***** Dataset extract *****

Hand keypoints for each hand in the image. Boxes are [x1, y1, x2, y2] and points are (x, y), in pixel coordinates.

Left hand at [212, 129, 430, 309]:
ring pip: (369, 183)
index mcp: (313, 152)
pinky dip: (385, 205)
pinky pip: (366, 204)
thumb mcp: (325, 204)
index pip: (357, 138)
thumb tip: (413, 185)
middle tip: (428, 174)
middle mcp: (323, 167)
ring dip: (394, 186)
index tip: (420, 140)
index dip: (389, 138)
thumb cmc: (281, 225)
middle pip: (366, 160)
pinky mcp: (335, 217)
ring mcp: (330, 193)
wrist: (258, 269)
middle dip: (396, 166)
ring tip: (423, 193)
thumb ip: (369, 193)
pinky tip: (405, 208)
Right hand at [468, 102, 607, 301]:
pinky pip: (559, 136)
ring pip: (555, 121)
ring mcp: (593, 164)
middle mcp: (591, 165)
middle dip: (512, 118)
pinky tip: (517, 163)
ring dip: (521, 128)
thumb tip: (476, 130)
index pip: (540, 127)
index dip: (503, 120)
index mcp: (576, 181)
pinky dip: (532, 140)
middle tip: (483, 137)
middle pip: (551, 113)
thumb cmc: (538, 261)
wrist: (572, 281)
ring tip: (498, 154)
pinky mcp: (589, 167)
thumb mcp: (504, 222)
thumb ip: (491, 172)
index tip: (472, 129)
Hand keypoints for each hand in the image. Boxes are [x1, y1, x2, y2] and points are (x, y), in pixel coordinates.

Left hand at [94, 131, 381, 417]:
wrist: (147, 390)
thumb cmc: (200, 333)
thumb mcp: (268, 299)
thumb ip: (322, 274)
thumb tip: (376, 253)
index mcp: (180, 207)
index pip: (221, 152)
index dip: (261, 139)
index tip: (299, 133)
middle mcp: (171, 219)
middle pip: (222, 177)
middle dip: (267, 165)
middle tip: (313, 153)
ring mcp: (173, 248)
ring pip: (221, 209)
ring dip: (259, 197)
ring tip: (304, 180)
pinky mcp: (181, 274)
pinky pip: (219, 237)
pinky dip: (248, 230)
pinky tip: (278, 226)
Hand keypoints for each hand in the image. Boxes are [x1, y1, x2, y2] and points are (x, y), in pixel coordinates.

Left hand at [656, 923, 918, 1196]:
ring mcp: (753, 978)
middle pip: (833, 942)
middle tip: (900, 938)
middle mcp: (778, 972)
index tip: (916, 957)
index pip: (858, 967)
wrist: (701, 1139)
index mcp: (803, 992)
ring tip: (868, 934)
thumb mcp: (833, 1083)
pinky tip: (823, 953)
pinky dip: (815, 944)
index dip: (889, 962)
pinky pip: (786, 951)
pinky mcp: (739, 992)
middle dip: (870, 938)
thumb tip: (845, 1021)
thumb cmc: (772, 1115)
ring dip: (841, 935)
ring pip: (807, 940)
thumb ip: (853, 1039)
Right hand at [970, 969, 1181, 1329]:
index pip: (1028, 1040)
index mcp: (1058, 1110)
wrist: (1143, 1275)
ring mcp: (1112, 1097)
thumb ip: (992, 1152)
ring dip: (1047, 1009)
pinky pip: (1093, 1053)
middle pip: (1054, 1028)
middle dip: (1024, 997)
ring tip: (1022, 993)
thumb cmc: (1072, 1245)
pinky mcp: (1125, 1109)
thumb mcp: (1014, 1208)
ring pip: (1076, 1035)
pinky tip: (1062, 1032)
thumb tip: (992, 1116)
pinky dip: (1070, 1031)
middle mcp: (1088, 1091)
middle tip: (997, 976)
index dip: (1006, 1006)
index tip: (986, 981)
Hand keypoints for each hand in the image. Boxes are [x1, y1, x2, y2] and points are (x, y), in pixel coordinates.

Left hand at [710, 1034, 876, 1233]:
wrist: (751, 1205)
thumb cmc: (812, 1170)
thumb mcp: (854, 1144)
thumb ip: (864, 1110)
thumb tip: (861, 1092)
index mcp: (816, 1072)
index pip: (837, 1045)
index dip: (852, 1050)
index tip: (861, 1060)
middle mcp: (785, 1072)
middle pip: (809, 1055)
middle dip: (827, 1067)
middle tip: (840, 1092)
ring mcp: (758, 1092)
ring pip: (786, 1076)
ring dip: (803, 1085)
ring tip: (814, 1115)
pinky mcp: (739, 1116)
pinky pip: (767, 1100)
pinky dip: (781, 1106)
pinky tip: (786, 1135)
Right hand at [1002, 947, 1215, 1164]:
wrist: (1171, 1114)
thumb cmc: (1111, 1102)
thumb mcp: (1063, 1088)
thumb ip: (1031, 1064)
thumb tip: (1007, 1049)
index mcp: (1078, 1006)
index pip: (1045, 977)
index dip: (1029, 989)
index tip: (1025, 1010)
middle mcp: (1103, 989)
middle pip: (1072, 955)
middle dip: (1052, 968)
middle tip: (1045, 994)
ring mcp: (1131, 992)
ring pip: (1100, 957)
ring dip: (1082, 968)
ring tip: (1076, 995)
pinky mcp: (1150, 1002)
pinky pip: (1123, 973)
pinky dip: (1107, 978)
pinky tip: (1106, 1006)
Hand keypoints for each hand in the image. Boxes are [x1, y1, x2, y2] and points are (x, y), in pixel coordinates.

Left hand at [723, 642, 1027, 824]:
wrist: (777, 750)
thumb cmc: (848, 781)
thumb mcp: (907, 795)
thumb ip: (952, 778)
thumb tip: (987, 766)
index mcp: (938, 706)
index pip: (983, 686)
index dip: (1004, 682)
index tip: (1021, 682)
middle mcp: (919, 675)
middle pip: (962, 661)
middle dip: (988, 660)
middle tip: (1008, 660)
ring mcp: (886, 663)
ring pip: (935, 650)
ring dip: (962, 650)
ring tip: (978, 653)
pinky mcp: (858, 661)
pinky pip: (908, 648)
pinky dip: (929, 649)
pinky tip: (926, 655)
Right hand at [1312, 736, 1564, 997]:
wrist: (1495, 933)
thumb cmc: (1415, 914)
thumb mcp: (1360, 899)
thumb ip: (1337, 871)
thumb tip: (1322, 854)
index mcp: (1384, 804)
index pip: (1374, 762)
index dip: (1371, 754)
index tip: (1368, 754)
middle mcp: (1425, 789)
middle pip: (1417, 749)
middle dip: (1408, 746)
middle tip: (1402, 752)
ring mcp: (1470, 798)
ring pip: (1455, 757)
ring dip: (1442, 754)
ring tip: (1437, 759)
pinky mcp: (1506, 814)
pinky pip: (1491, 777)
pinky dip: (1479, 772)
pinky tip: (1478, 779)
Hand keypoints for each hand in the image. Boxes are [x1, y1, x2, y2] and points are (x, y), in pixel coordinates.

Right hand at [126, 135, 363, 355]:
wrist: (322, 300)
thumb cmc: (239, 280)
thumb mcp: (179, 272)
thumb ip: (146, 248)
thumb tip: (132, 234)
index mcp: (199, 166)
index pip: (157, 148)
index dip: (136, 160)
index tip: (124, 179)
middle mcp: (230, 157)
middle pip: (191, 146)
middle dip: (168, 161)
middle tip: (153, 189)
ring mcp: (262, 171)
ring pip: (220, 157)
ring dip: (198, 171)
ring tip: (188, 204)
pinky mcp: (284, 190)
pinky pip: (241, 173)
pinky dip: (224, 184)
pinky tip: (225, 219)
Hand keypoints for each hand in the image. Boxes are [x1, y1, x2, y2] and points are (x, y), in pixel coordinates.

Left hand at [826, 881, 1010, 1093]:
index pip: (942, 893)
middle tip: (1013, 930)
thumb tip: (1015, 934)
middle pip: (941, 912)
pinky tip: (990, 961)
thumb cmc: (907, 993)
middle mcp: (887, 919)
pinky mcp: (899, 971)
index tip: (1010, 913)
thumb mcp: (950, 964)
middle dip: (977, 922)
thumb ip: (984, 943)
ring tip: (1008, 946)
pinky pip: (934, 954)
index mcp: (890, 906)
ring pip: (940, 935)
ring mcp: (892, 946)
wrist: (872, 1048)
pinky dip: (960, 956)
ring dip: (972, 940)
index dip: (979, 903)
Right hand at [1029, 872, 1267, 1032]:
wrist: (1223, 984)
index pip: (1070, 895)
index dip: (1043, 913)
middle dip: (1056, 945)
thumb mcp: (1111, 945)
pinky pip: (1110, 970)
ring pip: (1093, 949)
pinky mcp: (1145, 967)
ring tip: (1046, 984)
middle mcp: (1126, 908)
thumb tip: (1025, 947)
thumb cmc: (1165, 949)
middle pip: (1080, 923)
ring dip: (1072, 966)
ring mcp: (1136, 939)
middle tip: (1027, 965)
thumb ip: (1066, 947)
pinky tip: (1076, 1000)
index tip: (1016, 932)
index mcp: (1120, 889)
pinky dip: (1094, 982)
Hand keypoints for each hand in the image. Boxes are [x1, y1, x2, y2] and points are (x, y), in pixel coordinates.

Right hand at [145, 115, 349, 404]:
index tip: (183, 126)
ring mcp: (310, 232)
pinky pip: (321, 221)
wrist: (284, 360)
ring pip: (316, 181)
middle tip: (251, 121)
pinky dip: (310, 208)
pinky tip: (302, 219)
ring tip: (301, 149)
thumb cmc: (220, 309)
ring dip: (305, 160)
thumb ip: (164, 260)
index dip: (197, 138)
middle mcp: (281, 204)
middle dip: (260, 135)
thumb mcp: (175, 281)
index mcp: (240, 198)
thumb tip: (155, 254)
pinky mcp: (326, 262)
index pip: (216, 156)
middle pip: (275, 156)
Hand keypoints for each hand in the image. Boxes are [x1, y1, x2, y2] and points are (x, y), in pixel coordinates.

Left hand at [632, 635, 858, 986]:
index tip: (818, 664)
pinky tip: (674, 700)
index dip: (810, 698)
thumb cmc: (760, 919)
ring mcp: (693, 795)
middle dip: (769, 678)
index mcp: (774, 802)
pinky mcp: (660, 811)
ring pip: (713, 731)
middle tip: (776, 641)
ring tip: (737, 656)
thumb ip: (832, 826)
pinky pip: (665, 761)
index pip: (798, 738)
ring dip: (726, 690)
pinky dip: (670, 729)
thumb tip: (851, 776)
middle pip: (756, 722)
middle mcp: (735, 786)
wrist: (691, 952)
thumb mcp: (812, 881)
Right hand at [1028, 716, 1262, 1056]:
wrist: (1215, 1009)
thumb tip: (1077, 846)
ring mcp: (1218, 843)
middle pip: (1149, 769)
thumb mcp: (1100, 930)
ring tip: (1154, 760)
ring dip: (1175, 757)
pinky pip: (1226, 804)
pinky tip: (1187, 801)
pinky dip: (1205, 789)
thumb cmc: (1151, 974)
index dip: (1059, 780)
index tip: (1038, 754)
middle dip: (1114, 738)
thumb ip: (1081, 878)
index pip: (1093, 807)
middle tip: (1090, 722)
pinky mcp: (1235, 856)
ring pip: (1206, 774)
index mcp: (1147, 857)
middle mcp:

*****

Activity
Reproduce exactly the lines above from the line with "pinky pip: (366, 204)" to the line with "pinky mcp: (335, 217)", including both, and add nothing.

Solution to this exercise
pinky pip: (366, 204)
thumb mcp: (325, 204)
index pip: (357, 138)
thumb tip: (413, 185)
middle tip: (428, 174)
middle mcp: (323, 167)
ring dip: (394, 186)
index tip: (420, 140)
index dip: (389, 138)
thumb cmc: (281, 225)
middle pip: (366, 160)
pinky mcp: (335, 217)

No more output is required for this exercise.